* **Task**
In the entries below, identify every line with the string "Tong" and copy it.
+++
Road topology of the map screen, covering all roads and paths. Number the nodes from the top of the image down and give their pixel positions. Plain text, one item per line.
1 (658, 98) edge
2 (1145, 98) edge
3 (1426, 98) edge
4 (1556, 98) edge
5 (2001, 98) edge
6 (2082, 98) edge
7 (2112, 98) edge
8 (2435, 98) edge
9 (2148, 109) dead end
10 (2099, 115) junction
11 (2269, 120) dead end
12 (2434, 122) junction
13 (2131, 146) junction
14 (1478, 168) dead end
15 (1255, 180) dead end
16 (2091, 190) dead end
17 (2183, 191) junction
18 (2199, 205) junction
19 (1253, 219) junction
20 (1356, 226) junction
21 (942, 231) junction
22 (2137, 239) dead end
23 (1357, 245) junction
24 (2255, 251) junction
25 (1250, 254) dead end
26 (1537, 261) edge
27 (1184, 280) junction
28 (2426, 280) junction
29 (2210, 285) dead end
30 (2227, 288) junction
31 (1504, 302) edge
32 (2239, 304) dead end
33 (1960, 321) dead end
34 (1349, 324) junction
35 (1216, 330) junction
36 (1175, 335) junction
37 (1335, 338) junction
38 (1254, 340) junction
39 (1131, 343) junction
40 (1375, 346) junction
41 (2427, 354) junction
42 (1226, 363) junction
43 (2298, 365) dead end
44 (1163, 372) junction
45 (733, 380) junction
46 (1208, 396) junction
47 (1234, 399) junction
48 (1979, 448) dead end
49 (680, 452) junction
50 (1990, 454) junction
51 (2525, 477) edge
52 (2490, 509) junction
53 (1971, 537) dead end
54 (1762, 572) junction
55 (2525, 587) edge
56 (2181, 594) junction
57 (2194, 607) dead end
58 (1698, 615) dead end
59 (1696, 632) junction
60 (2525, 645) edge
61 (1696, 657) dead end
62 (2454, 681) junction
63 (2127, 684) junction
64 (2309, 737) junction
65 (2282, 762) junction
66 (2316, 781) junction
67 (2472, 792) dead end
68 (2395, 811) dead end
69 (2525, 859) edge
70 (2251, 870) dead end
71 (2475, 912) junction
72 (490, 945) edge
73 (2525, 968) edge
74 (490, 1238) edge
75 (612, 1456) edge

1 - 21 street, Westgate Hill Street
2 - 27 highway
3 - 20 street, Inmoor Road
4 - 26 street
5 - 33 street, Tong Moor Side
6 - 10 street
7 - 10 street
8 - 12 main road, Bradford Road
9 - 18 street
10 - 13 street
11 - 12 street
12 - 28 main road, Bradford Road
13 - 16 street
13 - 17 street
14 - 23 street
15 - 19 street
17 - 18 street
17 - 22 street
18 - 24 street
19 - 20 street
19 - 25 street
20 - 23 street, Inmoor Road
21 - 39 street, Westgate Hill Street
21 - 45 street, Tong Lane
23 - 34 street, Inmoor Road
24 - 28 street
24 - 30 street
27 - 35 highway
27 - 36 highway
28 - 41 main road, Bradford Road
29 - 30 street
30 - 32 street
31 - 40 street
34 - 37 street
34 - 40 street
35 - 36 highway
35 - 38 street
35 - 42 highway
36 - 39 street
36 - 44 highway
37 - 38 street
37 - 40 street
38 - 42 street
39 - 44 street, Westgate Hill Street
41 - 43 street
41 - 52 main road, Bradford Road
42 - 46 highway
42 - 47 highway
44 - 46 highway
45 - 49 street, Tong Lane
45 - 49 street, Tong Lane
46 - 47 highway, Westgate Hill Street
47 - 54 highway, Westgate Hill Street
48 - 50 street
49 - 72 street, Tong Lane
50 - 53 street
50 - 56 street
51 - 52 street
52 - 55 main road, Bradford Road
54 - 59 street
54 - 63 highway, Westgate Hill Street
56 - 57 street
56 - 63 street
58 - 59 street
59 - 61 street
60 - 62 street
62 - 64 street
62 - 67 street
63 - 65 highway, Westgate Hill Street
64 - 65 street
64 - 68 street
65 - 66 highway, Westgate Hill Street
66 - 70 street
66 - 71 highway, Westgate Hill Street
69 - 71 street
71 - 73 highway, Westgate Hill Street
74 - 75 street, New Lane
+++
* **Response**
5 - 33 street, Tong Moor Side
21 - 45 street, Tong Lane
45 - 49 street, Tong Lane
45 - 49 street, Tong Lane
49 - 72 street, Tong Lane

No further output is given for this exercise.